SAN FRANCISCO — A landmark settlement was announced Tuesday over the death of a woman motorist and the injury to her brother when their car plunged into a collapsed section of the San Francisco-Oakland Bay Bridge in the October, 1989, earthquake.
The agreement was described by an attorney for the family as involving "seven-figure amounts"--with the payment to the injured survivor representing the largest award yet in the hundreds of claims against the state over the bridge accident and the collapse of a portion of the Nimitz Freeway in Oakland.
The fatal car accident was videotaped by chance by another motorist on the span and was widely shown during news coverage of the devastating temblor.
The driver of the car, Anamafi Moala, 23, a nurse's aid from Oakland, suffered fatal injuries in the crash. Her brother Lesisita Halangahu, a 40-year-old construction worker, was a passenger and received serious leg injuries that have left him unable to work.
David B. Baum of San Francisco, an attorney representing Halangahu and Moala's father, husband and adopted child, said the settlement provided "very large" lump-sum and lifetime monthly payments to family members.
The specific amounts must remain confidential under an agreement with the state so they may not be used as a basis of comparison for other claims, the attorney said. Baum described the settlement as fair and praised state officials for paying the claims "without extended delay." The amount awarded on Halangahu's claim was the largest to date resulting from the quake, Baum said.
Joseph R. Radding, deputy executive officer of the State Board of Control, confirmed that a settlement had been reached in the case but declined to disclose the amounts of payment. "It is our goal to make fair settlement offers to all injured parties and survivors of those who were killed in the quake," he said.
Radding said that thus far, 411 such claims have been made to the state, with 201 being settled, 53 rejected, 30 resolved by other means, and the remainder pending.
Under procedures established after the quake, successful claimants are entitled to emergency payments of up to $200,000 per family and may negotiate a further settlement, depending on the circumstances.
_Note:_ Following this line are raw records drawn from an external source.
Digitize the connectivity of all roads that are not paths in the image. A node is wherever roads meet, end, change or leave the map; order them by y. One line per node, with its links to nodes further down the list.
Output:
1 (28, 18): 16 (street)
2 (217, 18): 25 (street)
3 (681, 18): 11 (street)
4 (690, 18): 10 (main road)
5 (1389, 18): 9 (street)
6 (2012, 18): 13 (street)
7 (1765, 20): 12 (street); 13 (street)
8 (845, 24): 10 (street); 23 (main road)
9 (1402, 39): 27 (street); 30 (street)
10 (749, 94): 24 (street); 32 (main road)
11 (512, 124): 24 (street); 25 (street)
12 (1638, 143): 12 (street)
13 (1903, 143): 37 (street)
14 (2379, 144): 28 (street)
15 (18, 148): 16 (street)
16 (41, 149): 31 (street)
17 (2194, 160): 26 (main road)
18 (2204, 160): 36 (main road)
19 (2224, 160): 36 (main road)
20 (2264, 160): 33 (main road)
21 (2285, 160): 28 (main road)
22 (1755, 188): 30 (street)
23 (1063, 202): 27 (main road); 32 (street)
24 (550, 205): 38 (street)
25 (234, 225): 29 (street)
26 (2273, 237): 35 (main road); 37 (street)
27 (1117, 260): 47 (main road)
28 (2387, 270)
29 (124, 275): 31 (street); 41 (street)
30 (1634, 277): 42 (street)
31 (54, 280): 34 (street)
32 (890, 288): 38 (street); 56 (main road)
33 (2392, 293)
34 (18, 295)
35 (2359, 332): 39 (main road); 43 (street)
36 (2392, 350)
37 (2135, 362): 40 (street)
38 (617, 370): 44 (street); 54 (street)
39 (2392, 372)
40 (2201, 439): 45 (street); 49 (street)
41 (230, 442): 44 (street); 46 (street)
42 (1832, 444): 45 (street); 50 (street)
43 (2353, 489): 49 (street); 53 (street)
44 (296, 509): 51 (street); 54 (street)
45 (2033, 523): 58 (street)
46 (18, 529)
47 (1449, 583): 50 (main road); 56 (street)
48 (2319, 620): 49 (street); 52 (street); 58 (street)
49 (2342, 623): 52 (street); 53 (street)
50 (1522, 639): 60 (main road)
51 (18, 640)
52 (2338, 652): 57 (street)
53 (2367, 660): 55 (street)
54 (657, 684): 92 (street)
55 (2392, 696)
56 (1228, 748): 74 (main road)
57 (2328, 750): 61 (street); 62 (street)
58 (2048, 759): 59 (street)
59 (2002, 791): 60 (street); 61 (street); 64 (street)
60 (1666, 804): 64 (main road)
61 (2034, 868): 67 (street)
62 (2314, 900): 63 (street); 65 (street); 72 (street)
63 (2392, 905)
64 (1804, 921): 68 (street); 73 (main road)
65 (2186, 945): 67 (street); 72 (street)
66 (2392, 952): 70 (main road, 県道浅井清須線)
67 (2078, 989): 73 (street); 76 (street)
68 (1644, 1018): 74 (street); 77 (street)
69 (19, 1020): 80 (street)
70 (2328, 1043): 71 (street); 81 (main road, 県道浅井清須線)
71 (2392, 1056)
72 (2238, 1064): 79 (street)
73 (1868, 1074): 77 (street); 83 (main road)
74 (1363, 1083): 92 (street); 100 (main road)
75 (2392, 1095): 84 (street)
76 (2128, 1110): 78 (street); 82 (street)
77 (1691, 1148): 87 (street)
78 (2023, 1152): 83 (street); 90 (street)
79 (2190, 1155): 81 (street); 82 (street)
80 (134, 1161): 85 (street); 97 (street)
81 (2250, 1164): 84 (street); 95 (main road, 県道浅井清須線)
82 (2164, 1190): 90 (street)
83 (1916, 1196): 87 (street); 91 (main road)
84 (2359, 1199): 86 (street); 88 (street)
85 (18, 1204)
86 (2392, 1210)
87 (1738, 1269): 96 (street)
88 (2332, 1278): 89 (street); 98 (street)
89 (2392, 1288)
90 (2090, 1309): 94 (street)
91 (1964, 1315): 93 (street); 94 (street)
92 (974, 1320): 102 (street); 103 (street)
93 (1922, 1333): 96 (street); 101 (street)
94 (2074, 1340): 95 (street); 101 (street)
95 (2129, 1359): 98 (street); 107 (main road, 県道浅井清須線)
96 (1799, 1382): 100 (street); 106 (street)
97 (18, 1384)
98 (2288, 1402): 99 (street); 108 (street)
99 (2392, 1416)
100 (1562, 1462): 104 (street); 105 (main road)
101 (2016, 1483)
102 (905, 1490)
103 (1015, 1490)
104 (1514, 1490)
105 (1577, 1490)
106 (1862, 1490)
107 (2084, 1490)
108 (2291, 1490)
In the process, the state does not concede liability. Claimants are not precluded from filing suit if they choose to reject a settlement proposal.
The fatal bridge accident occurred about half an hour after the massive quake, which registered magnitude 7.1, struck at 5:04 p.m. on Oct. 17, 1989, causing a 50-foot opening in a section of the top deck of the bridge.
Moala and her brother, headed for Oakland on the lower deck of the bridge, were among the hundreds of motorists who were stopped and rerouted by state personnel to the top deck at Treasure Island so they could return safely to San Francisco.
But Moala and some other motorists proceeded back toward Oakland, unaware of the danger that lay in going in that direction. While other cars managed to avoid the collapsed section, Moala's auto plunged into the opening, resulting in the only fatality from the bridge's collapse. Meanwhile, across the bay in Oakland, 42 people died in the collapse of a one-mile section of the freeway.
Baum said California Highway Patrol officers and Caltrans employees at the scene "failed to properly control traffic" on the bridge, resulting in cars driven by Moala and others to be sent toward the collapsed section.